Ella corrió, y casi se tropezó. Encontró a su sobrina al frente de un hombre rubio, y de cejas chistosas, con capa.

-¡Tía! Te presento a El Coleccionista…

-Señora- dijo el hombre, haciendo una reverencia.

-Ah, lo conozco, usted guarda los mejores objetos del Universo…

-El mismo- dijo este, sonriendo.

-Le mandé a guardar el Diamante de Sati.

-¿No que se lo habías dado a Loki?

-Se lo hubieran quitado. Todavía es poderoso. Él accedió a que yo me quedara con él.- explicó ella. – Oh, gracias. Es encantador- dijo ella, al ver que El Coleccionista besaba su mano y se retiraba. Dhugavati lo miró con sospecha.

-Querría coleccionarte a ti.- observó.

-Sería un gran logro para él tener a la destrucción encarnada en una caja, pero ¡bah! Tiene cosas peores. ¿Por qué te veo tan agitada?- preguntó extrañada, al ver a su tía con rostro de tragedia.

Dhugavatti se sentó, apenada.

-Habla.

-Ya comenzó. Despertó más pronto de lo que creíamos. Malekith atacó Asgard.

La joven se revolvió en su silla, maquinando. Entonces, su tía tomó su mano.

-Mató a Frigga.

Kali abrió la boca, espantada. Un asomo de culpa y horror se apoderaron de ella, porque recordaba las palabras de su carta: "Es lo único que te queda, Loki. Lo único".

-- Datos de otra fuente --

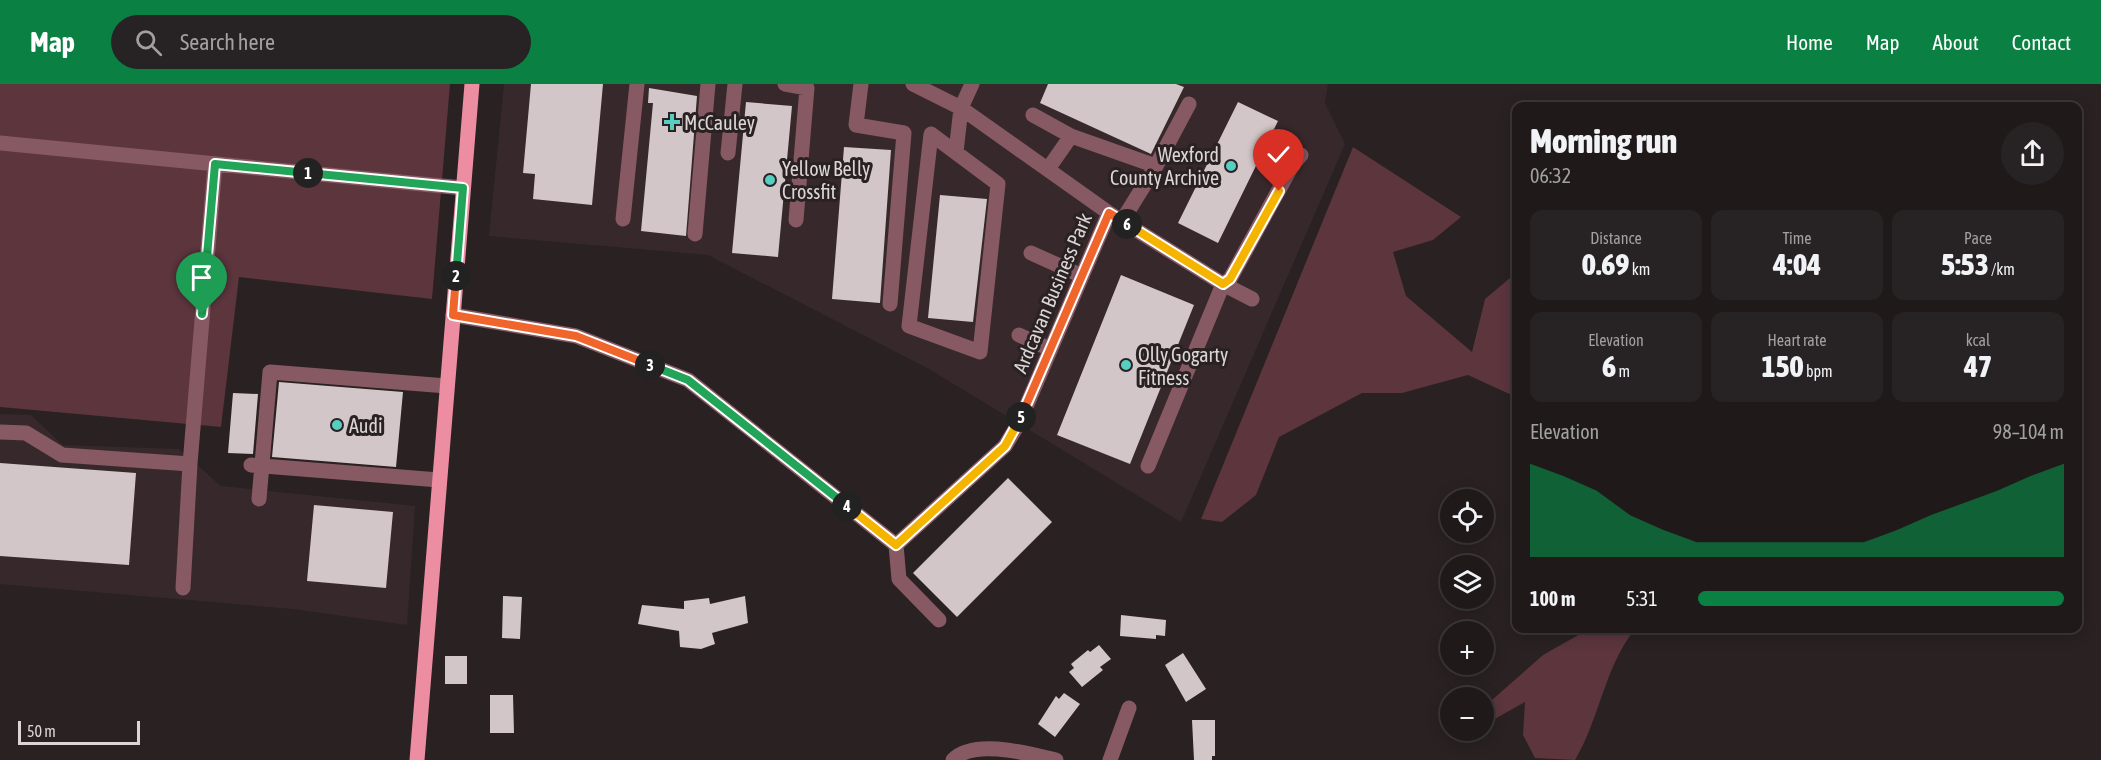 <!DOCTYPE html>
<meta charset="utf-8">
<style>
body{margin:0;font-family:"Asap Condensed",sans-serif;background:#272223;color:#f1f3f6;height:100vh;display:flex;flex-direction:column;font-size:22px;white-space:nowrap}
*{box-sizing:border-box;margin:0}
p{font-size:20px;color:#a1a0a2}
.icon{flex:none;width:33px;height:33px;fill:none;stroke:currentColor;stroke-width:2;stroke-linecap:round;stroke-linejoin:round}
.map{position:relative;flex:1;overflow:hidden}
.details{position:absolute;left:1512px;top:18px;width:570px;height:531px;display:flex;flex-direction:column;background:#1f191a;border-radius:12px;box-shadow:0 3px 15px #0003,0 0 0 2px #3c3839}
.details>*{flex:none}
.controls{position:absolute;left:1440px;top:405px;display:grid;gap:12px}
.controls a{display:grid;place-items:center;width:54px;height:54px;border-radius:50%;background:#1f191a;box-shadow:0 3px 15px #0003,0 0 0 2px #3c3839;font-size:30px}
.scale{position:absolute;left:18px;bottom:15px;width:122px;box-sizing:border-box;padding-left:6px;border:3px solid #dbd5d6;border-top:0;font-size:16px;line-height:21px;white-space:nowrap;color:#dbd5d6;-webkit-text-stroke:4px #292122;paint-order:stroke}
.pin{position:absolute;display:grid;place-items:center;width:51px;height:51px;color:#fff;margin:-62px -26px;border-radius:50% 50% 50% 0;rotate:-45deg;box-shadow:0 0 6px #0007}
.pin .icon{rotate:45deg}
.km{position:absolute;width:30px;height:30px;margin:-15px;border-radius:50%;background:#222;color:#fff;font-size:16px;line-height:30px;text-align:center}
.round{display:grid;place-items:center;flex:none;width:63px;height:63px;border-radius:32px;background:#272223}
.head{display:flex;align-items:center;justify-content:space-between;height:102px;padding:0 18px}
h1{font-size:33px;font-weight:800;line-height:45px}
.metrics{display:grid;grid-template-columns:repeat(3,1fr);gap:9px;height:102px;padding:6px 18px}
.metrics div{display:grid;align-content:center;border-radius:12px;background:#272223;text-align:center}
.metrics b{font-size:30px;font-weight:800}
.metrics small{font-size:16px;font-weight:400}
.metrics p{font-size:16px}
.chart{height:168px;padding:12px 18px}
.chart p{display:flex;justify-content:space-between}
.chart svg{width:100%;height:108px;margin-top:6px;fill:#0b8043;opacity:.7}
ul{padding:0 18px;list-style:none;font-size:20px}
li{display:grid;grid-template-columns:96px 72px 1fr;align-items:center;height:45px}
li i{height:15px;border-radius:8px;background:#0b8043}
header{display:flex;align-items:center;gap:36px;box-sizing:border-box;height:84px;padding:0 30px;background:#0b8043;color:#fff}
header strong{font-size:28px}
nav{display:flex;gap:33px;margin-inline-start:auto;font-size:21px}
.search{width:420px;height:54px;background:#272223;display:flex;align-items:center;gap:15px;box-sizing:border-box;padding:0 21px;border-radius:33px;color:#a1a0a2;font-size:22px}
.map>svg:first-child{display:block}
</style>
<header>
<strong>Map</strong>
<div class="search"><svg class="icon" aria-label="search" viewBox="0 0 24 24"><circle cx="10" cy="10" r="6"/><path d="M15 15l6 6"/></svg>Search here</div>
<nav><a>Home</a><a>Map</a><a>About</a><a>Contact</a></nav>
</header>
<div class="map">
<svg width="2101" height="676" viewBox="0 0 2101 676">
<rect width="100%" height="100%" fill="#292122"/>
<path fill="#37292b" d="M504,0H1328L1325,19L1345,60L1181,438L929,285L708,171L489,152Z
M0,330L31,331L63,361L179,365L221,402L415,422L407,541L293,525L0,500Z"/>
<path fill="#5c353d" d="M0,0H450L432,215L239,193L221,343L0,323Z
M1353,63L1461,133L1433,156L1393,168L1406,212L1472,268L1485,215L1516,189V313L1468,291L1402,309H1362L1279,353L1256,411L1222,438L1201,435Z
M1589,545H1635C1604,584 1600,634 1575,676L1535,674L1523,651L1525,618L1484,641V623L1543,571Z"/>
<path fill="#d2c6c8" d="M531,0H603L592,121L533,115L535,90L523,89Z
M1048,0H1176L1184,3L1151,70L1040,19Z
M649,4L697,12L686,152L641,147L653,19H648Z
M746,18L792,22L778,173L732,169Z
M1238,18L1278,37L1218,159L1178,139Z
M844,63L891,66L880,219L832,215Z
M940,111L987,115L973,238L928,234Z
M1121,191L1194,221L1130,380L1057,351Z
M279,298L403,308L396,383L272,373Z
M233,309L258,310L253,370L228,369Z
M0,379L136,389L129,481L0,472Z
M1008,394L1052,438L957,533L913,489Z
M314,421L393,428L386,504L307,497Z
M503,512L522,513L520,555L502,554Z
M745,512L748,539L712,549L715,560L701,565L680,563L679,547L638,540L642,521L684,525V517L709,514L710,520Z
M1121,531L1166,536L1165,552L1156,551V555L1120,552Z
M1099,561L1111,575L1100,583L1103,586L1082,603L1069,588L1074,584L1071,580L1088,566L1090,568Z
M1183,569L1206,605L1186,618L1165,581Z
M445,572H467V600H445Z
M1064,609L1080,620L1055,653L1038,640L1056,612L1059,615Z
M490,611H513L514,649H490Z
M1192,636H1215V672H1212V676H1194Z"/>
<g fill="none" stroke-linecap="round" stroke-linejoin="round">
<path stroke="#875963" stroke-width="15" d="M785,0L807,4L796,136
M861,0L856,41L904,49L890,220
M913,0L961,24L1109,129L1223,200L1252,215
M1033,31L1071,52L1156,82L1122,137
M931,50L998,100L980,268L909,242Z
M0,59L463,104
M956,68L961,24L972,0
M728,69L735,0
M1156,82L1189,20
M1048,85L1071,52
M623,135L637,0
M695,150L708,0
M1031,169L1082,192
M453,231L576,252L688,296L896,461L1005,362L1019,339L1109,129
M1019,251L1050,265
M0,348L26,349L62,371L190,380
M251,381L439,396
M1148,382L1223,200L1230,195L1293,80L1301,71
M259,415L270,288L447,302
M896,461L899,495L939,536
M183,504L190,380L215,80
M953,676C974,654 1030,670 1056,676
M1110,676L1129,624"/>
<path stroke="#ec8da2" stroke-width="15" d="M417,676L472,0"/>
</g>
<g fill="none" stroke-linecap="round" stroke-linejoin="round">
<defs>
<path id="split-1" d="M202,230L215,80L308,89"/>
<path id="split-2" d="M308,89L463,104L456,192"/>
<path id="split-3" d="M456,192L453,231L576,252L650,281"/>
<path id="split-4" d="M650,281L688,296L847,422"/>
<path id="split-5" d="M847,422L896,461L1005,362L1021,333"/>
<path id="split-6" d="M1021,333L1109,129L1127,140"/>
<path id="split-7" d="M1127,140L1223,200L1230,195L1279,107"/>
</defs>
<use href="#split-1" stroke="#fff" stroke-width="12"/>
<use href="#split-2" stroke="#fff" stroke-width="12"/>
<use href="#split-3" stroke="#fff" stroke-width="12"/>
<use href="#split-4" stroke="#fff" stroke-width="12"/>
<use href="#split-5" stroke="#fff" stroke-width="12"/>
<use href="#split-6" stroke="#fff" stroke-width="12"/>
<use href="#split-7" stroke="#fff" stroke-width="12"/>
<use href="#split-1" stroke="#22a559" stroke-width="8"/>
<use href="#split-2" stroke="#22a559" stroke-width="8"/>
<use href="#split-3" stroke="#f0652b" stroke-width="8"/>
<use href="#split-4" stroke="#22a559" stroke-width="8"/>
<use href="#split-5" stroke="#f5b400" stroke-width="8"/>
<use href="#split-6" stroke="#f0652b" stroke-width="8"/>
<use href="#split-7" stroke="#f5b400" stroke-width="8"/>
</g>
<g fill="#57cec2" stroke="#292122" stroke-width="2">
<path d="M669 29h6v6h6v6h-6v6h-6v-6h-6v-6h6z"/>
<circle cx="1231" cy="82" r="6"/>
<circle cx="770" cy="96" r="6"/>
<circle cx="1126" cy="281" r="6"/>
<circle cx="337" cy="341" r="6"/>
</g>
<g text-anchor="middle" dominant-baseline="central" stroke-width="6" stroke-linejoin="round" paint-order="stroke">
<g font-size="20" fill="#dbd5d6" stroke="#292122" text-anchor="start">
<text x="684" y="38">McCauley</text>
<text x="1219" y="70" text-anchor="end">Wexford<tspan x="1219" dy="23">County Archive</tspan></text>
<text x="782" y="84">Yellow Belly<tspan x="782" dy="23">Crossfit</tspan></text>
<text x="1138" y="270">Olly Gogarty<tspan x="1138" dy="23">Fitness</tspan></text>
<text x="349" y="341">Audi</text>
</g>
<g font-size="20" fill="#dbd5d6" stroke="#292122">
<text transform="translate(1052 209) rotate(-67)">Ardcavan Business Park</text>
</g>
</g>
</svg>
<div class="controls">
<a><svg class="icon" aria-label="locate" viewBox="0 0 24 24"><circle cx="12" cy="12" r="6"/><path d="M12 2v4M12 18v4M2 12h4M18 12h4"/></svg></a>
<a><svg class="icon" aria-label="layers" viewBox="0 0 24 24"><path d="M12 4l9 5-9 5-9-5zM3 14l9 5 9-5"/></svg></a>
<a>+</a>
<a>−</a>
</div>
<div class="scale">50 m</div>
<div class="pin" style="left:202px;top:230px;background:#1e9e55"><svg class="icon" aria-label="arrive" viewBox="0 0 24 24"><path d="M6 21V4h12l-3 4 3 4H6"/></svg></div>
<div class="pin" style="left:1279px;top:107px;background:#d93025"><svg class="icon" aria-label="check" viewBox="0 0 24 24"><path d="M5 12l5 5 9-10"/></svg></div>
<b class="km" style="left:308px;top:89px">1</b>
<b class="km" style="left:456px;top:192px">2</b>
<b class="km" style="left:650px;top:281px">3</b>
<b class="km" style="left:847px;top:422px">4</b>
<b class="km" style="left:1021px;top:333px">5</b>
<b class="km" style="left:1127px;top:140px">6</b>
<section class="details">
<div class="head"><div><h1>Morning run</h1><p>06:32</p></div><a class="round"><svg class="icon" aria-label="share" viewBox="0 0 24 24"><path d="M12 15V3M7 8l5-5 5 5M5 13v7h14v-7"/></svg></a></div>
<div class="metrics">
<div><p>Distance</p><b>0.69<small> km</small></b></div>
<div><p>Time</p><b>4:04</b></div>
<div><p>Pace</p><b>5:53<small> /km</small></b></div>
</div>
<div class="metrics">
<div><p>Elevation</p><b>6<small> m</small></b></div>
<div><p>Heart rate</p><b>150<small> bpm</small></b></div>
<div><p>kcal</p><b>47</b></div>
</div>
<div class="chart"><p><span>Elevation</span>98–104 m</p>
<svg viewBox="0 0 160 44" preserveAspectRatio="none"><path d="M0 44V6L10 11L20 17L30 27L40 33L50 38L60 38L70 38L80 38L90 38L100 38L110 33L120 27L130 22L140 17L150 11L160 6V44z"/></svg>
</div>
<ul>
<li><b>100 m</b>5:31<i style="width:100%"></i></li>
</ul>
</section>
</div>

-Ay, no. No. No. No. No. No- dijo ella para sí, pensando en todo lo que significaría para el que probablemente ya era un fugitivo. Y se culpó por ello, porque no pensaba que terminaría así. No con ella, creía que ella se salvaría. No ella. No, ella era tan inocente como Cookie. No ella.

Entró un soldado, diciéndole que exigía su presencia en un Concejo Extraordinario. Ella ya sabía el motivo.

-Loki era tan buen muchacho…- le dijo a su tía, y en ese momento las dos comprendieron que ese sujeto había muerto para siempre.

*Un ashram es a donde van las viudas indias a retirarse. Viven una vida llena de privaciones por "su pecado". Para más información, véanse la película 'Agua'.

Y sí, tuve la fortuna de verme 'Thor, un mundo oscuro', antes. Por eso esto termina con semejante spoiler. En mi siguiente fic, relato lo que pasó luego de la película. El episodio de 'la conducción', está claramente inspirado en la escena de la película donde Loki y Thor se ponen a pelear por como este pilota.